Now i know you are probably thinking "this proved my morbid pessimism towards relationships" but it didn't i was petrified that she was telling me her bad experiences with marriage. I mean i was on the other end of the line, mouth open as she is telling me how her 1st marriage when she was 18 was horrible and her 2nd marriage with current psycho husband was even harder. So i told her. I was like "see this is what scares me about marriage, everything you just said is like my biggest fear".
I really am a hopeless romantic, and it makes me sick. Absolutely sick that i have unrealistic aspirations of falling head over heels in love. That i am willing to be so vulnerable in a relationship... i mean for me it isn't roses and dazzling presents. It's about a person i let my guard down for, who i cry in front of, who wipes aways the tears but realizes that they need to flow. I don't want much, just someone i can be "small and needy ", who i can depend on, who will never let me down.
But talking to Kay, she made the light bulb go off in my head. I love those moments. It's as if everything has clicked. I guess i keep forgetting that marriage isn't just about how much you love someone. I assumed that marriage is just for love, and roses, and swee times with the man who steals your heart. I mean it is in away(though not so disgustingly chessy), but it's also about how you live a life with this person. Love can only carry you so far if you look beyond it being just about the unrealistic "romance novel" aspect of it. You have to be like "can i spend the rest of my life with this person, will he support me in my aspirations as i do his, and am i willing to spend the rest of my life, ups and downs, with a person who is willing to go through life with me."
I mean if you put it in that respect, than i totally understand it. I mean as i write this, it's clicking again. She said you want someone who arises the butterflies in your stomach, who ,for me anyway, doesn't mind gazing at the stars, dancing, and occasional roof top retreats to watch the city lights, but he also has to be someone you can spend of your life surviving life with. I mean life is fucking hard. But it's a lot easier with the person you love, who can be your retreat.
I wanted to ask her so much more, i wanted to spill some more of my anxieties, but i didn't. I guess it's just nice to know that i can, whenever they arise. I use to believe that my soulmate( I was in a soulmate phase for a little while. I use to read these books by L.J Smith when i was in the 7th grade. It was about soulmates who were like vampires and other weird stuff, so i was convinced he was out there, well minus the blood sucking part, designed just for me), was out there looking at up at the same sky thay i looked at, and thats why i never felt lonely. I figure how could i feel lonely, if he was gazing up at the same night sky i was. Of course i have moved on from that stage, but its nice to not be so afraid of those relationships i try so hard to degrade.

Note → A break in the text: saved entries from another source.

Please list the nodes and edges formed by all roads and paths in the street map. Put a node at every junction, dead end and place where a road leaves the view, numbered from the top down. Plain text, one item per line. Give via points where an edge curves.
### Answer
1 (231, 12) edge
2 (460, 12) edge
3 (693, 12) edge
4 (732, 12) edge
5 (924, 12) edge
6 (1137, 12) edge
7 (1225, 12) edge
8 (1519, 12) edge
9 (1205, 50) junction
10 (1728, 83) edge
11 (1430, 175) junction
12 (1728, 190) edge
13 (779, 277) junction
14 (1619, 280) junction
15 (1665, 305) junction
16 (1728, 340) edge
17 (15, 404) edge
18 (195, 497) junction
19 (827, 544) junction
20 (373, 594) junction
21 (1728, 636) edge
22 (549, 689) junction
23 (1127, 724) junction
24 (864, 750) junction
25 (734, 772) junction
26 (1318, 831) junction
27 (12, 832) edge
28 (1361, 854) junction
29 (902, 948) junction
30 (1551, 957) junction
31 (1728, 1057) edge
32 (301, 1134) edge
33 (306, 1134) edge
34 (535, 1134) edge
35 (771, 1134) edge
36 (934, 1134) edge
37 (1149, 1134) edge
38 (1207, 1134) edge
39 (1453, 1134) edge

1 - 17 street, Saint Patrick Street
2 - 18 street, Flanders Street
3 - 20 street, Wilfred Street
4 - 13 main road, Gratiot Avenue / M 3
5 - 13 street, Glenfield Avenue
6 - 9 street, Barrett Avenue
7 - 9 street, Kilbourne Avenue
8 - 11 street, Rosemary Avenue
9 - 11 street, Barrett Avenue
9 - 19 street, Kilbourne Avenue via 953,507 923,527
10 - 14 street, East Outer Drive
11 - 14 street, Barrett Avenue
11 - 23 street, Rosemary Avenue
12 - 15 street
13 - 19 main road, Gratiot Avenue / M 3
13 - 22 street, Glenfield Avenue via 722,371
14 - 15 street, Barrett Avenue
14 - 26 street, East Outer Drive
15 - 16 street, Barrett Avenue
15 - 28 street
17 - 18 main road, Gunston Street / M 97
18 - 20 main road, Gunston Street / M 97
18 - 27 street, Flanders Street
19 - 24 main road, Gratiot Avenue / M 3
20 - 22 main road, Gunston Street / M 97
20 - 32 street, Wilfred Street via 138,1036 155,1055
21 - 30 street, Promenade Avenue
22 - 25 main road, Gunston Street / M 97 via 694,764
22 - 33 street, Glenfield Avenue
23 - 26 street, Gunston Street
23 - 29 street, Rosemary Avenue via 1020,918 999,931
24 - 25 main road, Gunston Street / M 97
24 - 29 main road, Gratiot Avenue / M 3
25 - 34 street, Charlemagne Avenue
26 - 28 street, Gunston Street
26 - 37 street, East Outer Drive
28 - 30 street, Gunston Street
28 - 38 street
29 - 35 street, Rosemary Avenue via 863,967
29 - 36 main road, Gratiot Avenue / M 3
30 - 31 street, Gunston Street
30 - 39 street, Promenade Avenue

It's just fear. We all just want to be loved, we all want to be important to someone else. In fear that i wont ever feel that safe, i avoid getting close. I assume nothing good will come from it, because that's all I've know. I guess i'm still working on that.
Well i'm pretty tired. My bed is calling me and tempting me with soft pillows and a big bear named Charlie. It has one this battle this time but not next time.
Goodnight and have pleasant dreams.
Oh...My sim is pregnant. Gavin and Beckett( okay you can totally make the face, but i couldn't think if any other male name and my sim needed a husband...) are due to have a baby any day now. She is very lazy now, and keeps pissing on the floor while eating her husband out of house and home.
I don't know why this game is so addictive.